Stored data
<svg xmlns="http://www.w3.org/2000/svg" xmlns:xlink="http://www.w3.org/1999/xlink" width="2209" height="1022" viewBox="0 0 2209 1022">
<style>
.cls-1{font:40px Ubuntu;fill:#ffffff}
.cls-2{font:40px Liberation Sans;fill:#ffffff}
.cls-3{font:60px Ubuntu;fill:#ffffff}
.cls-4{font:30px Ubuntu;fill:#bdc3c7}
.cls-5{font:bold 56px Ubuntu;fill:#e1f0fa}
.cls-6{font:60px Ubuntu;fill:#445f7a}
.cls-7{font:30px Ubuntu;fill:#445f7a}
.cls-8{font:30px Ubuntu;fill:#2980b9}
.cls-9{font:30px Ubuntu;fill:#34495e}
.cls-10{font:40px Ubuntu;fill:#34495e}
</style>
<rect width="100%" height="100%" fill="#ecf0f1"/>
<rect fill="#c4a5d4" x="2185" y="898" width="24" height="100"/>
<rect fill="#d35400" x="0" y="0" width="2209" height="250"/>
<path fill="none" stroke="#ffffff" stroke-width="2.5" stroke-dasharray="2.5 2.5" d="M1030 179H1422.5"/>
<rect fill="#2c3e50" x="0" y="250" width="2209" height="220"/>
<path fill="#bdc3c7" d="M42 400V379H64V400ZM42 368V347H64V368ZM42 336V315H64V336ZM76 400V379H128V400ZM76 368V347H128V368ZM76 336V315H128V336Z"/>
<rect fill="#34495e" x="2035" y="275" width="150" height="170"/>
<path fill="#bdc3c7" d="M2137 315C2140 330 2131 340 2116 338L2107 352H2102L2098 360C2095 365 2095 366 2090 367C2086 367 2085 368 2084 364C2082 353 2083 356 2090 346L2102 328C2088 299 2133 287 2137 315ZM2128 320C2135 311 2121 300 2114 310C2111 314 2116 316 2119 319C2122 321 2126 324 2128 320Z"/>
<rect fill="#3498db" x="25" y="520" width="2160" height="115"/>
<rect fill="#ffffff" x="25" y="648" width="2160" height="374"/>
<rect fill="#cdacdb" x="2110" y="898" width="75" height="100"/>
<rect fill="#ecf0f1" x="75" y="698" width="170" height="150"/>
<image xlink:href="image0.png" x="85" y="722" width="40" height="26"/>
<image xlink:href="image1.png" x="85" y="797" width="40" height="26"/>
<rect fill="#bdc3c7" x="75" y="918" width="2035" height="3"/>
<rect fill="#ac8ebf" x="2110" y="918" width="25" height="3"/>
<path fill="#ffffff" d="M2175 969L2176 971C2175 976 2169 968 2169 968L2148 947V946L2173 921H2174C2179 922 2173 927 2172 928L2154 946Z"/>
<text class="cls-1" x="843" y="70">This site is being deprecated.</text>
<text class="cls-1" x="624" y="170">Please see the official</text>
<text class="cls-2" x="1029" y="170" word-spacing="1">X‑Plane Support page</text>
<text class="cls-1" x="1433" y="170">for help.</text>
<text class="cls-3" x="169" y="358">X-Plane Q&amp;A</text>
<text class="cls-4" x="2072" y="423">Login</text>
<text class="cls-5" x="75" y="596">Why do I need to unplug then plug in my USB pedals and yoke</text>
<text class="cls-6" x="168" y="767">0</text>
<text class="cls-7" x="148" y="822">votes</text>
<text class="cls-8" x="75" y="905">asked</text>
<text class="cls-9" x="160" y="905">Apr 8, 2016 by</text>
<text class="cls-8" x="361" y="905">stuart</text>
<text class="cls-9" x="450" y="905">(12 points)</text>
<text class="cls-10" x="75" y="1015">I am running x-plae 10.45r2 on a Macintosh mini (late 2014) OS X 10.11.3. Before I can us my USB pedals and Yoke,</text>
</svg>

EXERCISE PROMPT:
A single number is expected: how many lines in the records contain the string "image".

WRITTEN REPLY:
2